Hi I’ve been searching around try to identify what the brand of this older rotary cutter that I have is. It looks similar to some of the howse ones I’ve seen but there’s no serial/model numbers on it. All the old Stickers/labels have been painted over and are flaking off but it’s missing part of the arm that attaches to the pto on the tractor and I’m not sure if a universal shaft would work to replace it or if it needs to be specific to this brand and model cutter?


----------



## Devenpapa4038 (Aug 23, 2021)




----------



## pogobill (Jan 31, 2012)

Welcome to the forum. The PTO should be easy enough to find at any AG dealer or TSC for instance. Make sure the splines and diameter are what you need, and if you are going to be using that 9N to operate it, get the overrunning clutch with it. 
Mount up the cutter and measure from the cutter gear box to the tractor PTO. find a drive shaft that extends and retracts through that measurement.


----------



## Devenpapa4038 (Aug 23, 2021)

pogobill said:


> Welcome to the forum. The PTO should be easy enough to find at any AG dealer or TSC for instance.
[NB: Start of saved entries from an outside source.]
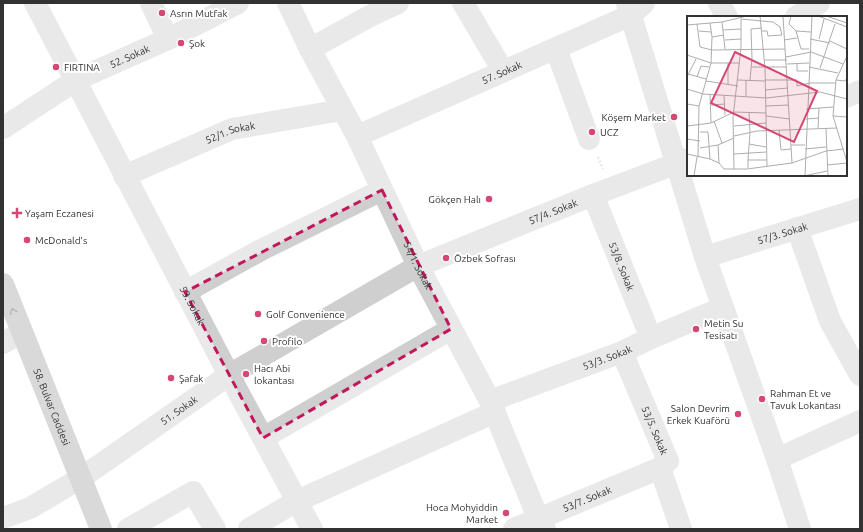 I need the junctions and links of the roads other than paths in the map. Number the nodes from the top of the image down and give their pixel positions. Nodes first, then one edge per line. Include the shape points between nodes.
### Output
1 (35, 3) edge
2 (151, 3) edge
3 (238, 3) edge
4 (288, 3) edge
5 (398, 3) edge
6 (462, 3) edge
7 (719, 3) edge
8 (818, 3) edge
9 (634, 7) edge
10 (726, 16) edge
11 (798, 16) edge
12 (168, 40) junction
13 (310, 49) junction
14 (556, 49) junction
15 (503, 72) junction
16 (76, 80) junction
17 (860, 91) edge
18 (847, 97) edge
19 (342, 110) junction
20 (3, 128) edge
21 (357, 136) junction
22 (589, 139) road end
23 (682, 161) edge
24 (124, 176) junction
25 (382, 190) junction
26 (602, 192) junction
27 (860, 209) edge
28 (797, 228) junction
29 (705, 257) junction
30 (418, 266) junction
31 (3, 284) edge
32 (185, 292) junction
33 (722, 308) junction
34 (451, 329) junction
35 (22, 332) junction
36 (651, 338) junction
37 (3, 343) edge
38 (622, 352) junction
39 (229, 375) junction
40 (860, 376) edge
41 (492, 406) junction
42 (860, 420) edge
43 (262, 438) junction
44 (777, 459) junction
45 (660, 468) junction
46 (81, 478) junction
47 (297, 501) junction
48 (3, 518) edge
49 (542, 523) edge
50 (101, 529) edge
51 (128, 529) edge
52 (215, 529) edge
53 (249, 529) edge
54 (312, 529) edge
55 (514, 529) edge
56 (681, 529) edge
57 (800, 529) edge

1 - 16 street, 53. Sokak
2 - 12 street
3 - 12 street, 52. Sokak
4 - 13 street, 54/1. Sokak
5 - 13 street
6 - 15 street
7 - 10 street
8 - 11 street
9 - 14 street, 57. Sokak
9 - 23 street
12 - 16 street, 52. Sokak
13 - 19 street, 54/1. Sokak
14 - 15 street, 57. Sokak
14 - 22 street
15 - 21 street, 57. Sokak
16 - 20 street, 52. Sokak
16 - 24 street, 53. Sokak
17 - 18 street
19 - 21 street, 54/1. Sokak
19 - 24 street, 52/1. Sokak via 232,129
21 - 25 street, 54/1. Sokak
23 - 26 street, 57/4. Sokak
23 - 29 street
24 - 32 street, 53. Sokak
25 - 30 street, 54/1. Sokak
25 - 32 street via 261,250
26 - 30 street, 57/4. Sokak
26 - 36 street, 53/8. Sokak
27 - 28 street, 57/3. Sokak
28 - 29 street, 57/3. Sokak
28 - 40 street via 830,321
29 - 33 street
30 - 34 street, 54/1. Sokak
30 - 39 street, 51. Sokak
35 -> 31 main road, 58. Bulvar Caddesi
32 - 39 street, 53. Sokak
33 - 36 street, 53/3. Sokak
33 - 44 street
34 - 41 street, 54/1. Sokak
34 - 43 street
35 - 37 street
35 - 46 main road, 58. Bulvar Caddesi
36 - 38 street, 53/3. Sokak
38 - 41 street, 53/3. Sokak
38 - 45 street, 53/5. Sokak via 668,461
39 - 43 street, 53. Sokak
39 - 46 street, 51. Sokak
41 - 47 street, 53/3. Sokak
41 - 49 street, 54/1. Sokak
42 - 44 street
43 - 47 street, 53. Sokak
44 - 57 street
45 - 49 street, 53/7. Sokak
45 - 56 street, 53/5. Sokak
46 - 48 street, 51. Sokak via 30,508
46 - 50 main road, 58. Bulvar Caddesi
47 - 53 street, 53/3. Sokak
47 - 54 street, 53. Sokak
49 - 55 street, 53/7. Sokak
51 - 52 street via 193,492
Make sure the splines and diameter are what you need, and if you are going to be using that 9N to operate it, get the overrunning clutch with it.
> Mount up the cutter and measure from the cutter gear box to the tractor PTO. find a drive shaft that extends and retracts through that measurement.


Alright awesome so I guess that was main thing I was unsure of if it needed to be specific to the cutter model or not. I’ll do that this afternoon and find out. If you don’t mind me asking since I’m fairly new to all this since my grandfather just recently handed this down to me what is the overrunning clutch for? I guess if I hangs up on something the clutch would slip to keep from breaking something with the pto?


----------



## HarveyW (Sep 15, 2014)

You have half of the PTO shaft attached to the cutter. Check that it isn't broken off. If you are lucky, you can find the other matching half that fits it at an Ag dealer or TSC store. The purpose of an overrunning clutch is to prevent the momentum of the mower from driving the tractor forward when you want to stop.


----------



## Devenpapa4038 (Aug 23, 2021)

HarveyW said:


> You have half of the PTO shaft attached to the cutter. Check that it isn't broken off. If you are lucky, you can find the other matching half that fits it at an Ag dealer or TSC store. The purpose of an overrunning clutch is to prevent the momentum of the mower from driving the tractor forward when you want to stop.


Ahh alright that makes since. Thank you I’ll try that out as well and see if I can do that


----------



## Devenpapa4038 (Aug 23, 2021)

I think it maybe have a overrun clutch on it already unless this is just a plain 1 1/8- 1 3/8 adapter


----------



## HarveyW (Sep 15, 2014)

It does look like a Howse...


----------